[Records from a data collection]
-- -- --
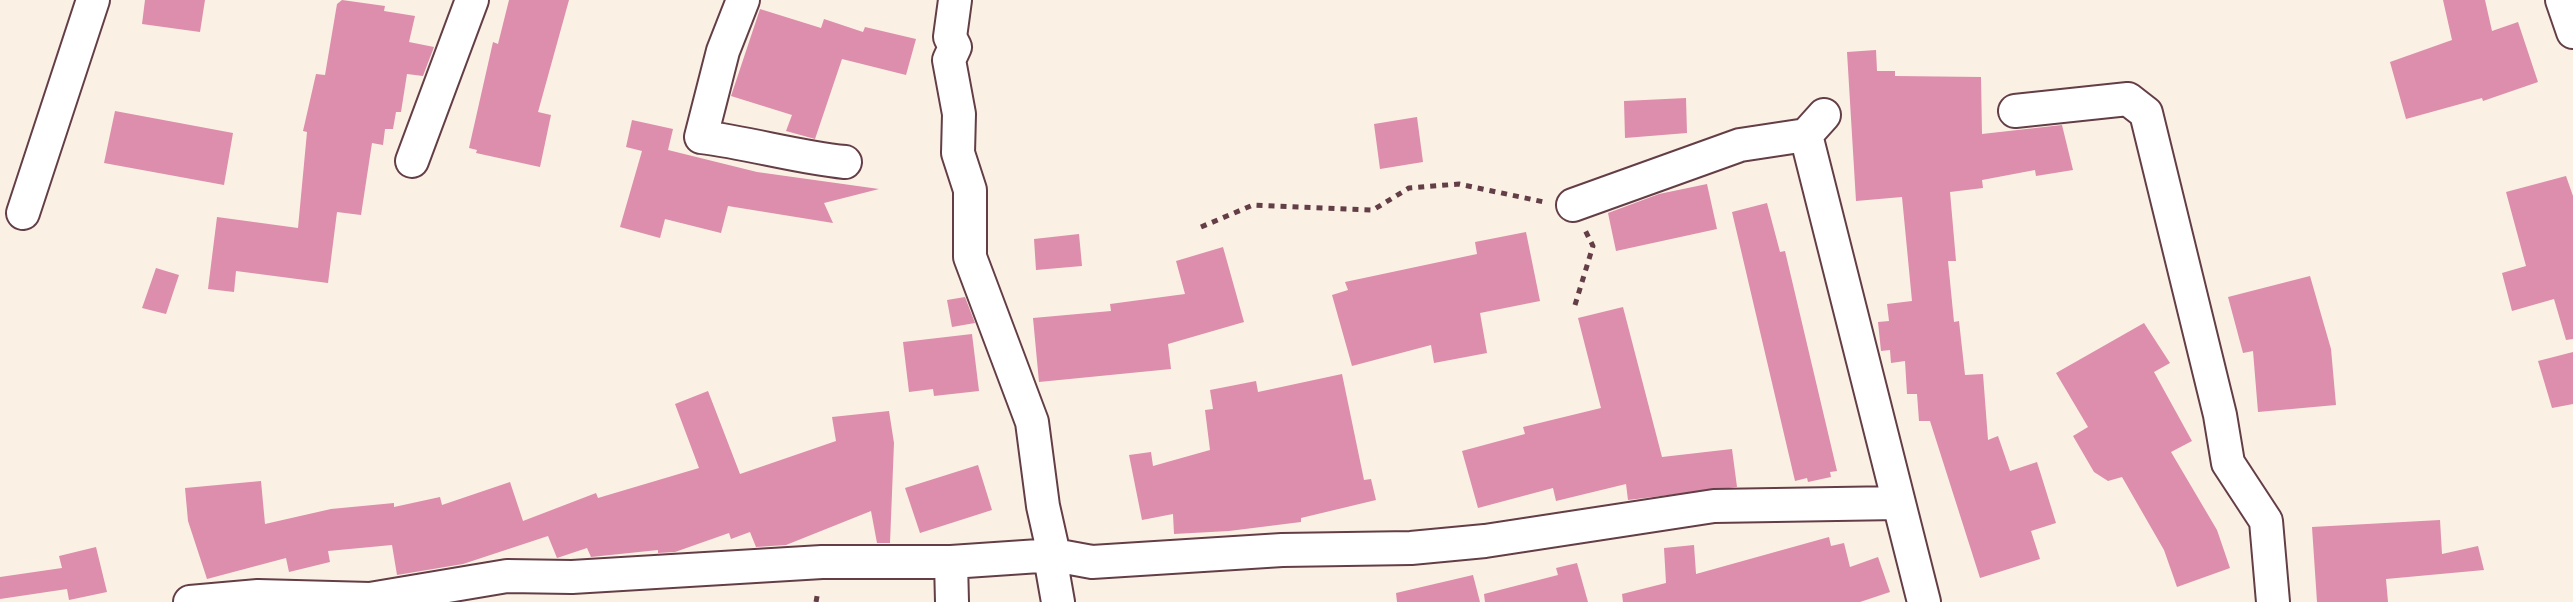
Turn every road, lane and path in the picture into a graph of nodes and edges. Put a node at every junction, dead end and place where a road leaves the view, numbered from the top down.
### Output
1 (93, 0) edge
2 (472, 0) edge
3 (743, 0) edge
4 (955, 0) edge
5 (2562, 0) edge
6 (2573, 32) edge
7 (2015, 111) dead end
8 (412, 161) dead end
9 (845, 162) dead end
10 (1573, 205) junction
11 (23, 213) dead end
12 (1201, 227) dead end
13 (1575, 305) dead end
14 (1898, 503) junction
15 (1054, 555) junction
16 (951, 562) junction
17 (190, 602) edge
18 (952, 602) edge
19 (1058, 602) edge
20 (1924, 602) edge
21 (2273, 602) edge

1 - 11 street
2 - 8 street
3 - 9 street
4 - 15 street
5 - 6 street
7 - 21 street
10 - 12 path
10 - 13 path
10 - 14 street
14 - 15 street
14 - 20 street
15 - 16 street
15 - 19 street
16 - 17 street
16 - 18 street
-- -- --
◆ WHAT IS BEING ASKED ◆
An exact reproduction of the data is needed, with no pictures included.

◆ SOLUTION FOR THIS TASK ◆
Turn every road, lane and path in the picture into a graph of nodes and edges. Put a node at every junction, dead end and place where a road leaves the view, numbered from the top down.
### Output
1 (93, 0) edge
2 (472, 0) edge
3 (743, 0) edge
4 (955, 0) edge
5 (2562, 0) edge
6 (2573, 32) edge
7 (2015, 111) dead end
8 (412, 161) dead end
9 (845, 162) dead end
10 (1573, 205) junction
11 (23, 213) dead end
12 (1201, 227) dead end
13 (1575, 305) dead end
14 (1898, 503) junction
15 (1054, 555) junction
16 (951, 562) junction
17 (190, 602) edge
18 (952, 602) edge
19 (1058, 602) edge
20 (1924, 602) edge
21 (2273, 602) edge

1 - 11 street
2 - 8 street
3 - 9 street
4 - 15 street
5 - 6 street
7 - 21 street
10 - 12 path
10 - 13 path
10 - 14 street
14 - 15 street
14 - 20 street
15 - 16 street
15 - 19 street
16 - 17 street
16 - 18 street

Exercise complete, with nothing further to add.